ICD-10, DSM-IV e DSM-5
L’ICD-10 classifica il disturbo di conversione come un disturbo dissociativo mentre il DSM-IV lo classificava come un disturbo somatoforme. Il disturbo di conversione è stato mantenuto nel DSM-5 come disturbo dei sintomi neurologici funzionali.
Epidemiologia
Il disturbo di conversione colpisce prevalentemente le donne ed è molto raro negli uomini. Il disturbo di conversione può presentarsi a qualsiasi età, ma è raro nei bambini di età inferiore ai 10 anni o negli anziani. Gli studi suggeriscono un picco di insorgenza tra la metà e la fine della terza decade. Generalmente il disturbo di conversione interessa quindi donne in giovane età, al di sotto dei 35 anni. Il disturbo di conversione colpisce tra lo 0,011% e lo 0,5% della popolazione generale. Molti Autori hanno riscontrato che il verificarsi di conversioni è più frequente nelle zone rurali, gruppi socio-economici inferiori, dove l’indagine tecnologica sui pazienti è limitata e gli individui possono essere meno informati sui concetti medici e psicologici.
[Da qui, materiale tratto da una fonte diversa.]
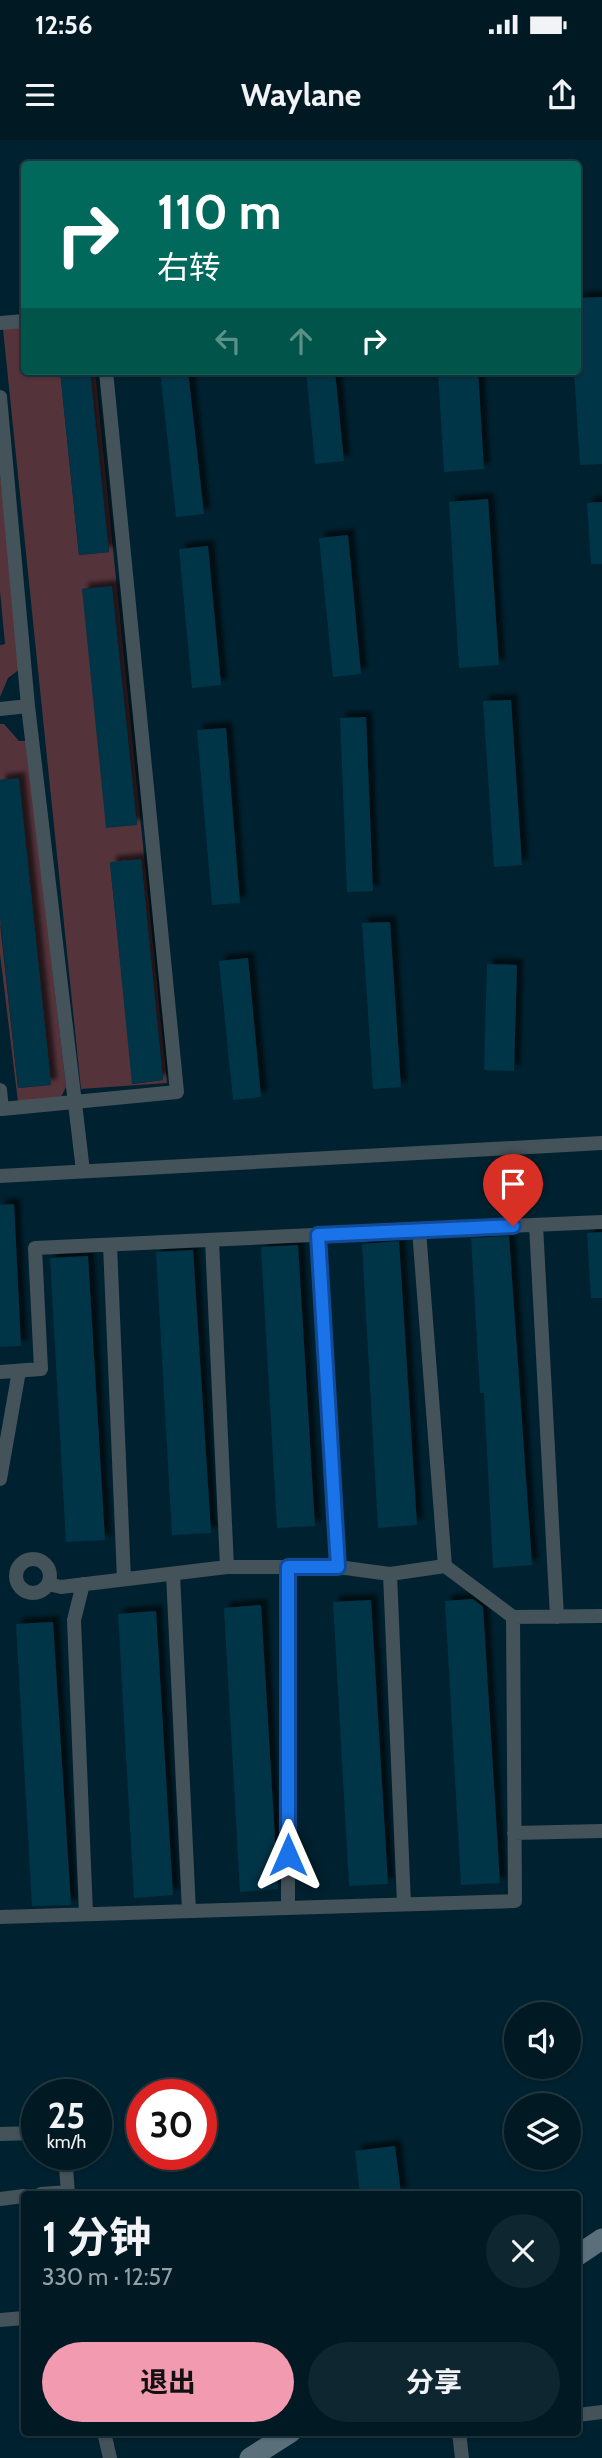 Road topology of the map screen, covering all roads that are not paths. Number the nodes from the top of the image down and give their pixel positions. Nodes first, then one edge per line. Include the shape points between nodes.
1 (21, 321) edge
2 (0, 323) edge
3 (106, 375) edge
4 (0, 397) edge
5 (28, 706) junction
6 (0, 709) edge
7 (0, 1090) edge
8 (75, 1102) junction
9 (602, 1143) edge
10 (83, 1171) junction
11 (0, 1176) edge
12 (602, 1222) edge
13 (536, 1225) junction
14 (419, 1230) junction
15 (318, 1235) junction
16 (212, 1240) junction
17 (110, 1245) junction
18 (19, 1371) junction
19 (0, 1372) edge
20 (0, 1479) edge
21 (445, 1566) junction
22 (227, 1567) junction
23 (288, 1567) junction
24 (338, 1567) junction
25 (0, 1574) edge
26 (173, 1574) junction
27 (390, 1574) junction
28 (16, 1578) junction
29 (124, 1579) junction
30 (48, 1584) junction
31 (83, 1584) junction
32 (602, 1616) edge
33 (513, 1617) junction
34 (557, 1617) junction
35 (602, 1831) edge
36 (514, 1833) junction
37 (404, 1904) junction
38 (288, 1908) junction
39 (189, 1911) junction
40 (86, 1914) junction
41 (0, 1917) edge
42 (21, 2133) edge
43 (0, 2134) edge
44 (66, 2170) edge
45 (68, 2191) edge
46 (21, 2196) edge
47 (0, 2199) edge
48 (602, 2239) edge
49 (581, 2253) edge
50 (21, 2318) edge
51 (0, 2320) edge
52 (602, 2412) edge
53 (581, 2415) edge
54 (105, 2436) edge
55 (285, 2436) edge
56 (459, 2436) edge
57 (110, 2458) edge
58 (250, 2458) edge
59 (462, 2458) edge

1 - 2 street
3 - 8 street via 177,1092
4 - 5 street
5 - 6 street
5 - 8 street
7 - 8 street via 2,1109
8 - 10 street
9 - 10 street
10 - 11 street
12 - 13 street
13 - 14 street
13 - 34 street
14 - 15 street
14 - 21 street
15 - 16 street
15 - 24 street
16 - 17 street
16 - 22 street
17 - 18 street via 36,1248 41,1368
17 - 29 street
18 - 19 street
18 - 20 street
21 - 27 street
21 - 33 street
22 - 23 street
22 - 26 street
23 - 24 street
23 - 38 street
24 - 27 street
25 - 28 street
26 - 29 street
26 - 39 street
27 - 37 street
28 - 30 street via 20,1588 30,1594 41,1592
28 - 30 street via 22,1563 39,1560 50,1572
29 - 31 street
30 - 31 street
31 - 40 street via 74,1620
32 - 34 street
33 - 34 street
33 - 36 street
35 - 36 street
36 - 37 street via 515,1901
37 - 38 street
38 - 39 street
39 - 40 street
40 - 41 street
42 - 43 street
44 - 45 street
46 - 47 street
48 - 49 main road
50 - 51 street
52 - 53 street
54 - 57 street
55 - 58 main road
56 - 59 street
Cause e fattori di rischio
Le cause del disturbo di conversione non sono state ancora del tutto chiarite. In genere l’esordio è acuto o sub-acuto ed è collegato ad uno stress mentale intenso o ad un evento a forte intensità emotiva, ad esempio un trauma psicologico. Eventi precipitanti possono essere:
- stress intenso e prolungato;
- licenziamento;
- fine di una relazione;
- disoccupazione;
- problemi economici (ad esempio debiti);
- mancato raggiungimento di traguardi (ad esempio obiettivi professionali o nello studio);
- burnout;
- litigi dei genitori;
- conflitti con i genitori;
- figlio o genitore con disabilità;
- sindrome da abbandono;
- episodi di bullismo;
- sindrome del cuore infranto;
- episodi di mobbing;
- minority stress;
- solitudine;
- morte di un animale di compagnia.
- diagnosi di una malattia terminale (ad esempio cancro metastizzato) o fortemente debilitante (ad esempio sclerosi multipla, sclerosi laterale amiotrofica, diplegia, tetraplegia);
- morte di una persona cara.
Possibili fattori di rischio (predisponenti), possono essere:
- sesso femminile;
- giovane età (< 35 anni);
- maltrattamenti ed abusi, specie se subiti da bambini;
- famigliari con disturbo di conversione (in genere la madre);
- precarietà sul lavoro;
- precarietà nella vita affettiva;
- basse condizioni socio-economiche.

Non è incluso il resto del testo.